[Entries supplied — start]

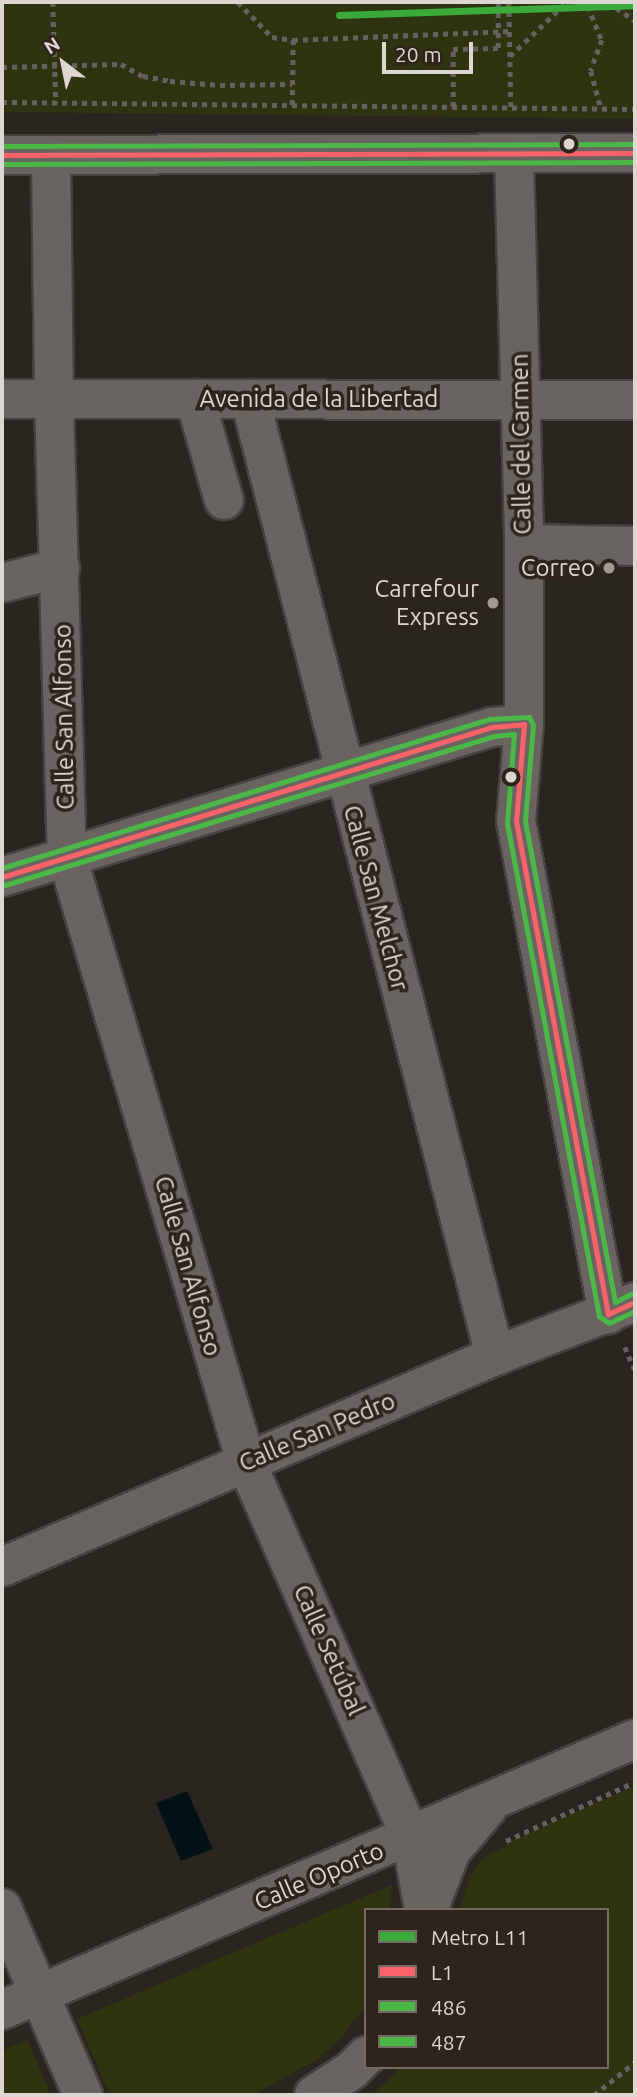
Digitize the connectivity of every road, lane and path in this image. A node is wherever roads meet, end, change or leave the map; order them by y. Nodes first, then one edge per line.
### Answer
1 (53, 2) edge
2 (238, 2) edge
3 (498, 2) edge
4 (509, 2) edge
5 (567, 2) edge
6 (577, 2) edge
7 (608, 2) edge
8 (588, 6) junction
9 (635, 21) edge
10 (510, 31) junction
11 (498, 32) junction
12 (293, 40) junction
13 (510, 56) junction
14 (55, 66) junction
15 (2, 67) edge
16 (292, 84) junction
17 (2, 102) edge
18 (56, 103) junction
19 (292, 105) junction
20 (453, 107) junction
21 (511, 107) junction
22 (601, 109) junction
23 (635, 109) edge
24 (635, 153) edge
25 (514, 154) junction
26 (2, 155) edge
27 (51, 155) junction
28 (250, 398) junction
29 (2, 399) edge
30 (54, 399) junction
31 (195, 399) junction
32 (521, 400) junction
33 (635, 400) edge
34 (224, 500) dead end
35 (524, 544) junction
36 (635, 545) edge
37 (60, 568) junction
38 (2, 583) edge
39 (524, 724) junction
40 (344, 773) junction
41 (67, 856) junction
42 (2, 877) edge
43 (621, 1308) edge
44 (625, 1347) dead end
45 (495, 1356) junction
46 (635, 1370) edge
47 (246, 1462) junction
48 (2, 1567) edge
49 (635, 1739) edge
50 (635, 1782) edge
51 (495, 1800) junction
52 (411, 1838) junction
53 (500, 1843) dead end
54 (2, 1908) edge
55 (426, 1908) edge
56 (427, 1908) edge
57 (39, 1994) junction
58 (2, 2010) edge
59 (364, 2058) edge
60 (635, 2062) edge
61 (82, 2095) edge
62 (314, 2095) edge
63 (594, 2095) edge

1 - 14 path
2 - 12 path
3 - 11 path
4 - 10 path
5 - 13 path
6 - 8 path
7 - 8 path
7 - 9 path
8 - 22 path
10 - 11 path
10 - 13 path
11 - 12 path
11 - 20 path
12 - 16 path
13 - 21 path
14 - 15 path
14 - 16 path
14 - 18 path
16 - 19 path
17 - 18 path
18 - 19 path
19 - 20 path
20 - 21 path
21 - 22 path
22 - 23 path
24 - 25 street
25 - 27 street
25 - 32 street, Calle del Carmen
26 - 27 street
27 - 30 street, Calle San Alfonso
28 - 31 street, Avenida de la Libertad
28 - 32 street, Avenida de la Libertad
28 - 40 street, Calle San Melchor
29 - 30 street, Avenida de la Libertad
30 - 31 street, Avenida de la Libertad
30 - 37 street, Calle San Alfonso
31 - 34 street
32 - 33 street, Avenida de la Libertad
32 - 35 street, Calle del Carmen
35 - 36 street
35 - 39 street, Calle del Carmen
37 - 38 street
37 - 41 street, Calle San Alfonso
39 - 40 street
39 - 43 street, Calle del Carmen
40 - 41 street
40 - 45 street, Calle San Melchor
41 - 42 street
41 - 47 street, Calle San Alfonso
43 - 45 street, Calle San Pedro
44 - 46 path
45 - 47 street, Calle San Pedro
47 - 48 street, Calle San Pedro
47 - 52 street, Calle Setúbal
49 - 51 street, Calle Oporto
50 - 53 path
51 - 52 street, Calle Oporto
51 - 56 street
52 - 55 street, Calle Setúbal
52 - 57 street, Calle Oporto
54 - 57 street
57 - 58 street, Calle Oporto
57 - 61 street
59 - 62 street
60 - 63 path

[Entries supplied — finish]

## [Work order]
Please output the full listing above exactly, minus any pictures.

## [Task output]
Digitize the connectivity of every road, lane and path in this image. A node is wherever roads meet, end, change or leave the map; order them by y. Nodes first, then one edge per line.
### Answer
1 (53, 2) edge
2 (238, 2) edge
3 (498, 2) edge
4 (509, 2) edge
5 (567, 2) edge
6 (577, 2) edge
7 (608, 2) edge
8 (588, 6) junction
9 (635, 21) edge
10 (510, 31) junction
11 (498, 32) junction
12 (293, 40) junction
13 (510, 56) junction
14 (55, 66) junction
15 (2, 67) edge
16 (292, 84) junction
17 (2, 102) edge
18 (56, 103) junction
19 (292, 105) junction
20 (453, 107) junction
21 (511, 107) junction
22 (601, 109) junction
23 (635, 109) edge
24 (635, 153) edge
25 (514, 154) junction
26 (2, 155) edge
27 (51, 155) junction
28 (250, 398) junction
29 (2, 399) edge
30 (54, 399) junction
31 (195, 399) junction
32 (521, 400) junction
33 (635, 400) edge
34 (224, 500) dead end
35 (524, 544) junction
36 (635, 545) edge
37 (60, 568) junction
38 (2, 583) edge
39 (524, 724) junction
40 (344, 773) junction
41 (67, 856) junction
42 (2, 877) edge
43 (621, 1308) edge
44 (625, 1347) dead end
45 (495, 1356) junction
46 (635, 1370) edge
47 (246, 1462) junction
48 (2, 1567) edge
49 (635, 1739) edge
50 (635, 1782) edge
51 (495, 1800) junction
52 (411, 1838) junction
53 (500, 1843) dead end
54 (2, 1908) edge
55 (426, 1908) edge
56 (427, 1908) edge
57 (39, 1994) junction
58 (2, 2010) edge
59 (364, 2058) edge
60 (635, 2062) edge
61 (82, 2095) edge
62 (314, 2095) edge
63 (594, 2095) edge

1 - 14 path
2 - 12 path
3 - 11 path
4 - 10 path
5 - 13 path
6 - 8 path
7 - 8 path
7 - 9 path
8 - 22 path
10 - 11 path
10 - 13 path
11 - 12 path
11 - 20 path
12 - 16 path
13 - 21 path
14 - 15 path
14 - 16 path
14 - 18 path
16 - 19 path
17 - 18 path
18 - 19 path
19 - 20 path
20 - 21 path
21 - 22 path
22 - 23 path
24 - 25 street
25 - 27 street
25 - 32 street, Calle del Carmen
26 - 27 street
27 - 30 street, Calle San Alfonso
28 - 31 street, Avenida de la Libertad
28 - 32 street, Avenida de la Libertad
28 - 40 street, Calle San Melchor
29 - 30 street, Avenida de la Libertad
30 - 31 street, Avenida de la Libertad
30 - 37 street, Calle San Alfonso
31 - 34 street
32 - 33 street, Avenida de la Libertad
32 - 35 street, Calle del Carmen
35 - 36 street
35 - 39 street, Calle del Carmen
37 - 38 street
37 - 41 street, Calle San Alfonso
39 - 40 street
39 - 43 street, Calle del Carmen
40 - 41 street
40 - 45 street, Calle San Melchor
41 - 42 street
41 - 47 street, Calle San Alfonso
43 - 45 street, Calle San Pedro
44 - 46 path
45 - 47 street, Calle San Pedro
47 - 48 street, Calle San Pedro
47 - 52 street, Calle Setúbal
49 - 51 street, Calle Oporto
50 - 53 path
51 - 52 street, Calle Oporto
51 - 56 street
52 - 55 street, Calle Setúbal
52 - 57 street, Calle Oporto
54 - 57 street
57 - 58 street, Calle Oporto
57 - 61 street
59 - 62 street
60 - 63 path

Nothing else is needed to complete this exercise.